* _THE TASK_
Examine each line of the data, and copy the ones containing "Amury".

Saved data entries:
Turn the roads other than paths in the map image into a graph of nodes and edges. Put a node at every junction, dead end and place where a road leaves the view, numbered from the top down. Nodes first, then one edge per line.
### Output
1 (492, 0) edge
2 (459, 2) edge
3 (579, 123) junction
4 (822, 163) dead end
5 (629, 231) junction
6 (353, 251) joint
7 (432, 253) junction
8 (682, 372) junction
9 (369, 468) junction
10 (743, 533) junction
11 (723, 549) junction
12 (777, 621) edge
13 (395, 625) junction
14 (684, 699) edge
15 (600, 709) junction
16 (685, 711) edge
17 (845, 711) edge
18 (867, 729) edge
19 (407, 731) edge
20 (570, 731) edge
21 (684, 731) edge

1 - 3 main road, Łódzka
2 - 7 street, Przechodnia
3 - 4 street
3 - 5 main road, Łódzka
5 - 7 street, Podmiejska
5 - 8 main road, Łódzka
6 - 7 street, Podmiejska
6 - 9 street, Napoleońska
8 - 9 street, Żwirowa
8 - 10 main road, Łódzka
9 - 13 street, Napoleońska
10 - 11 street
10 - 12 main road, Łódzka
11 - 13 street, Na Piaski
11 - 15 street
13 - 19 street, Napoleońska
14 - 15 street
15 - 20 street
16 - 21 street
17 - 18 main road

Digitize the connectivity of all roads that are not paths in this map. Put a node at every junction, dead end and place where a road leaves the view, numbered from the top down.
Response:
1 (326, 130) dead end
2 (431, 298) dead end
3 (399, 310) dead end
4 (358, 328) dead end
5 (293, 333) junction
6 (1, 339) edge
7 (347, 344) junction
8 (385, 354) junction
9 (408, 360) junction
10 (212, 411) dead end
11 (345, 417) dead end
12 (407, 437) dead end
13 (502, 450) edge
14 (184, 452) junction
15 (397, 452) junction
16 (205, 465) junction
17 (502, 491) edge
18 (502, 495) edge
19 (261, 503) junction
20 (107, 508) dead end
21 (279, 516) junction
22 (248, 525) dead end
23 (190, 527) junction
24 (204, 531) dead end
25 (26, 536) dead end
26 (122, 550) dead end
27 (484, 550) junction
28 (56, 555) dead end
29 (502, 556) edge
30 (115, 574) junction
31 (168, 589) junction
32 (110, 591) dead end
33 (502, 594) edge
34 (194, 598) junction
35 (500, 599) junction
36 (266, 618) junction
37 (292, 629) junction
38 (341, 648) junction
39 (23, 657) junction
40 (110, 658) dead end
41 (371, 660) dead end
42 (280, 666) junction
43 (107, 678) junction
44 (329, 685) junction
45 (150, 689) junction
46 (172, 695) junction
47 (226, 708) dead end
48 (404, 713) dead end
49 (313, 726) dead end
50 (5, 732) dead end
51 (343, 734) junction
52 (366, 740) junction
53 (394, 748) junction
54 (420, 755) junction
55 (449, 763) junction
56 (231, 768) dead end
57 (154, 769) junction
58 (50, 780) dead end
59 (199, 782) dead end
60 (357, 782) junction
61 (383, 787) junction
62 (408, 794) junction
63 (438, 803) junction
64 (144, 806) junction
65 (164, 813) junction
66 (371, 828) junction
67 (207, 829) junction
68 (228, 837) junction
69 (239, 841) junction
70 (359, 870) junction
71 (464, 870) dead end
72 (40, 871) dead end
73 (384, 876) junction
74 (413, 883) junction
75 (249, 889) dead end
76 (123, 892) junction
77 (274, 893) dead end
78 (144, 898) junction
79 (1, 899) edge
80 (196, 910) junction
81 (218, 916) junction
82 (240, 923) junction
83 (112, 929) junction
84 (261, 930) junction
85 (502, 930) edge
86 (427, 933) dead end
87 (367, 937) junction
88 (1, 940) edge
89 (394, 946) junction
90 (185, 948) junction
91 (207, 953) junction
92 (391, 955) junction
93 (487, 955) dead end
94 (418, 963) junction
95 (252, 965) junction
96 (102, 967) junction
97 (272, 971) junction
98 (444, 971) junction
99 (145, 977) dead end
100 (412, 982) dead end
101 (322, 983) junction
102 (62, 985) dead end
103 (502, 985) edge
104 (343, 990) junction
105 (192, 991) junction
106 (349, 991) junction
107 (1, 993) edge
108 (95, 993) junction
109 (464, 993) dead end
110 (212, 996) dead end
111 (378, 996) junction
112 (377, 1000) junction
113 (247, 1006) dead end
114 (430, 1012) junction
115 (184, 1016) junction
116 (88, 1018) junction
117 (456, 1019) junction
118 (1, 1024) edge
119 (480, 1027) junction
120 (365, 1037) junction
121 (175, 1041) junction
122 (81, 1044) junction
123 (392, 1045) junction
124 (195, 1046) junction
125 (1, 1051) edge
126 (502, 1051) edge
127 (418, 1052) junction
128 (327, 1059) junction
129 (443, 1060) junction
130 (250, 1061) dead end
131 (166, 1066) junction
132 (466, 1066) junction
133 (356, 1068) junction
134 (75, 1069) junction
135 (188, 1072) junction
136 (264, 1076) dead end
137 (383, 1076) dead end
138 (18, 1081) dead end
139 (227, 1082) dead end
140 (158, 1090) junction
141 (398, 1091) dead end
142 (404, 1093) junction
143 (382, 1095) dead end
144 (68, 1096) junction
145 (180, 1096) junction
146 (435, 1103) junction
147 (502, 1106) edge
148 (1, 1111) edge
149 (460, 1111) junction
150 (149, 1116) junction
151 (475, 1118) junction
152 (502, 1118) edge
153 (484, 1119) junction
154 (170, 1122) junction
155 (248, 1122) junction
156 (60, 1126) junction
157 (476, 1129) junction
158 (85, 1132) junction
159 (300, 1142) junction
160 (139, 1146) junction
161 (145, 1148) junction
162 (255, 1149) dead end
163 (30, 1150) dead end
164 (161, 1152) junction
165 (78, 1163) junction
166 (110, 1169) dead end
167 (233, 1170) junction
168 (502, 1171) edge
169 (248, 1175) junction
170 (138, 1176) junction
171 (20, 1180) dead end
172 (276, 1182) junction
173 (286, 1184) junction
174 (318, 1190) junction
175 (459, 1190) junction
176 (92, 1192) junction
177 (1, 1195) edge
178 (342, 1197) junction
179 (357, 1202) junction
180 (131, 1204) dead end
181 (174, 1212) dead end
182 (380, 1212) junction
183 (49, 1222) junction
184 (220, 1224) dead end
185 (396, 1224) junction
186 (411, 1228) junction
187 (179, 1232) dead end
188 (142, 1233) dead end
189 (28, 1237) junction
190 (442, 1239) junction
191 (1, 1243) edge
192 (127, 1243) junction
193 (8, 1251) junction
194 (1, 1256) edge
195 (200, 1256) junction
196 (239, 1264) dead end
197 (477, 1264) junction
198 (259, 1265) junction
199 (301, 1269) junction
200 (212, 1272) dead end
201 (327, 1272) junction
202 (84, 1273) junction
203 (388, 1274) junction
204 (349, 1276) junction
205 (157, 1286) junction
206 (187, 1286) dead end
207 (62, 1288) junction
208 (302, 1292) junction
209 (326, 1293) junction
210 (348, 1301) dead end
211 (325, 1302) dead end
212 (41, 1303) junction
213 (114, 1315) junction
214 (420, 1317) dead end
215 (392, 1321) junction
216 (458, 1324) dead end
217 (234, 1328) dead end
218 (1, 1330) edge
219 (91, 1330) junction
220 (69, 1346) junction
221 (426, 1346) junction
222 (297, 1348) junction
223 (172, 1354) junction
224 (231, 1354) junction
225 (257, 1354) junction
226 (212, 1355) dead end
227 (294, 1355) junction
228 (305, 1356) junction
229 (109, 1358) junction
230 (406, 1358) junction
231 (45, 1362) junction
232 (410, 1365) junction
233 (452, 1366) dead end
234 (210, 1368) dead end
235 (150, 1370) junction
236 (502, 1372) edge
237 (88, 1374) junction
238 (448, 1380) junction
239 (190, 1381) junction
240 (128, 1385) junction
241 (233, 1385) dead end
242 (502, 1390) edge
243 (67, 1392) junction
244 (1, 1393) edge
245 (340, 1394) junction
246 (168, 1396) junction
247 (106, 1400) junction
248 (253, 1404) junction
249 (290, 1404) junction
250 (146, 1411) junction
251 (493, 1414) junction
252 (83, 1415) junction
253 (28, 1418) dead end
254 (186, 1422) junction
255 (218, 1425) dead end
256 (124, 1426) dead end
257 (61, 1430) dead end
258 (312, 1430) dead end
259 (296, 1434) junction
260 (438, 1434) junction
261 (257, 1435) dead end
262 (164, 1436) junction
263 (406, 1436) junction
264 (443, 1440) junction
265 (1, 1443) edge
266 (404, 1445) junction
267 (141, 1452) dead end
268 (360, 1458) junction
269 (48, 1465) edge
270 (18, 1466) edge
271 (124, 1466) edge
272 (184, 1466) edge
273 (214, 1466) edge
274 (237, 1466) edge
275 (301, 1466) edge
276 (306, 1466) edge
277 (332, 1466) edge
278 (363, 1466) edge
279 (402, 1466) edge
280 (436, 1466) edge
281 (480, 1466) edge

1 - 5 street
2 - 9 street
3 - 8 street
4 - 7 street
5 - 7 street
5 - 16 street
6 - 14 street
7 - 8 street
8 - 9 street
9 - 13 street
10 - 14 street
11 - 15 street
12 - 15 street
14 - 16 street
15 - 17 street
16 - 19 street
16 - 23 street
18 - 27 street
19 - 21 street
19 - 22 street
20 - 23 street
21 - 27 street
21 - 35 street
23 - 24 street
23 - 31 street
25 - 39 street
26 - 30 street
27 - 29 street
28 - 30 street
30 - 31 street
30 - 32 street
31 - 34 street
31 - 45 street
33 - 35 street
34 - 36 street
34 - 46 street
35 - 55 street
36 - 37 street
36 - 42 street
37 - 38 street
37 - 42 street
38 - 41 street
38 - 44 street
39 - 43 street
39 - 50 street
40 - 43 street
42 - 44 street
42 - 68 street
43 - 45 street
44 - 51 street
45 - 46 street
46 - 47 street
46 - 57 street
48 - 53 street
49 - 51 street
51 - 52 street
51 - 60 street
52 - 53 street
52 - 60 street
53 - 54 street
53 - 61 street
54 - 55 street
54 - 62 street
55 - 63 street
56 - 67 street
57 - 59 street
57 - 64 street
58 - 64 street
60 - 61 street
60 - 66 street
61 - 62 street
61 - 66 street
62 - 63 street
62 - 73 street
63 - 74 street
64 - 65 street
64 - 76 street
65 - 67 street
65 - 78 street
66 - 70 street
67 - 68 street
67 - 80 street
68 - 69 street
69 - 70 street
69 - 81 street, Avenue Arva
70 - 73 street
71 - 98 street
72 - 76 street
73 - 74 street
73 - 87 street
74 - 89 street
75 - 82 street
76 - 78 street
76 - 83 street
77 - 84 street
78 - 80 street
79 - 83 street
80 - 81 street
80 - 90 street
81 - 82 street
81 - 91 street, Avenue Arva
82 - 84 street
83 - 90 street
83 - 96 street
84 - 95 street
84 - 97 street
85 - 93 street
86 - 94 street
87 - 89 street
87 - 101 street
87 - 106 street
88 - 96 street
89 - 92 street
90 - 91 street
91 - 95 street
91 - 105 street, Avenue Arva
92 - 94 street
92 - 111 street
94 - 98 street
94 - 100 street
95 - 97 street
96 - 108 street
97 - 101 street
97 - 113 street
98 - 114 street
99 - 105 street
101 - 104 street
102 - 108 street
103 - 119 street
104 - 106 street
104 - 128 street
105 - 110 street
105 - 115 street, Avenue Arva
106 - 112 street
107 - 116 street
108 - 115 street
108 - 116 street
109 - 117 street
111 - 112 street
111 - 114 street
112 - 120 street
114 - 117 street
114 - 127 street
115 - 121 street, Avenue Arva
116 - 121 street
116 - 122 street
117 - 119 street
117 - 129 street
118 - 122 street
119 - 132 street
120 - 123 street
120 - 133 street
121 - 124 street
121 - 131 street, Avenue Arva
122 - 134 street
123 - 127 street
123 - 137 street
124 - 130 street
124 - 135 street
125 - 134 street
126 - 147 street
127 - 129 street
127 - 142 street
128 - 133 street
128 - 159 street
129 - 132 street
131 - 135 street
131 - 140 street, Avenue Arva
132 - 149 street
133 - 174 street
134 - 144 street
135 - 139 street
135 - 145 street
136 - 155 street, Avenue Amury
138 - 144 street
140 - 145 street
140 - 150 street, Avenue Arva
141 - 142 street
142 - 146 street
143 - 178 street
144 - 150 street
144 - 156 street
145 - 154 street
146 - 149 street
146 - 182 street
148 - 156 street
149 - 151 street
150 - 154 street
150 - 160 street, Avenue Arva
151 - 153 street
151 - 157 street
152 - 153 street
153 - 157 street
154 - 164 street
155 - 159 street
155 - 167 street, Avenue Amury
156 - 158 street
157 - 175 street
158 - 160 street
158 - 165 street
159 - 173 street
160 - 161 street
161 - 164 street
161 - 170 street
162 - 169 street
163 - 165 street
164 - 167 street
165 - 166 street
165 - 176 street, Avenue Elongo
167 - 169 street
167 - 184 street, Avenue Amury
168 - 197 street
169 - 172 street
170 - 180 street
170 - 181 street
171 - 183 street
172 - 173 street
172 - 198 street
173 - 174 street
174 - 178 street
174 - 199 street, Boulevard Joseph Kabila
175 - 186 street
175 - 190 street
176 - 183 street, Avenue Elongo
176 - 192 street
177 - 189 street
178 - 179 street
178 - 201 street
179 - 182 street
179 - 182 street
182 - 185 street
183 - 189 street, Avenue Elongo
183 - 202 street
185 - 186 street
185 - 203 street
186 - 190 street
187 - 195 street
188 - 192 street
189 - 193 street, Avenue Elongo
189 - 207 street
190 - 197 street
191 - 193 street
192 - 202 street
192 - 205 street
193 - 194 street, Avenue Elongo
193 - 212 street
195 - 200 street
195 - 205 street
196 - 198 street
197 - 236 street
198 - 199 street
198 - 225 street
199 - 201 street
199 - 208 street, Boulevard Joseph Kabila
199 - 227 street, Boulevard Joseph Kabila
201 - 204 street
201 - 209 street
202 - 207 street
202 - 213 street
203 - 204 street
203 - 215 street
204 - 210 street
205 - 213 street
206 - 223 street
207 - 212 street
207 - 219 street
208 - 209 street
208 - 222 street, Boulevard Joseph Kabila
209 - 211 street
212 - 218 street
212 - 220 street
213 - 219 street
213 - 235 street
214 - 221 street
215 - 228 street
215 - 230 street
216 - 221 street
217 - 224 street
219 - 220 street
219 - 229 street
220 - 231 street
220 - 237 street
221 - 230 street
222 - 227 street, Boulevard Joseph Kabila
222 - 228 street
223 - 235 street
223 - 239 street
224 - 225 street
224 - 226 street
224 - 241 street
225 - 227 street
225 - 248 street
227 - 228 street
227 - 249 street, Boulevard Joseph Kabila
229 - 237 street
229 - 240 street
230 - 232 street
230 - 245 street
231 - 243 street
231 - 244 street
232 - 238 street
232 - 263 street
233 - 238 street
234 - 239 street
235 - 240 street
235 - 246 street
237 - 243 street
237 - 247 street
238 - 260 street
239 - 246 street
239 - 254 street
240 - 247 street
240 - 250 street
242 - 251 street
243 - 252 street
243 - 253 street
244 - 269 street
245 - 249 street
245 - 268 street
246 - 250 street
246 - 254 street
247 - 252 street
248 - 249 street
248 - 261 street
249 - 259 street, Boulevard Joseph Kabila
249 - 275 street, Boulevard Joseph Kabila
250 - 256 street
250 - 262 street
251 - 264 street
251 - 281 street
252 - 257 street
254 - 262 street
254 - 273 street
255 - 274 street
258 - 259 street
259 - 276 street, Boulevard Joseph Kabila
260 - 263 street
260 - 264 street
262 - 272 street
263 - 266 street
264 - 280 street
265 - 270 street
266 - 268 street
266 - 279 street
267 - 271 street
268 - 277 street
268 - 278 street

* _EXPECTED ANSWER_
136 - 155 street, Avenue Amury
155 - 167 street, Avenue Amury
167 - 184 street, Avenue Amury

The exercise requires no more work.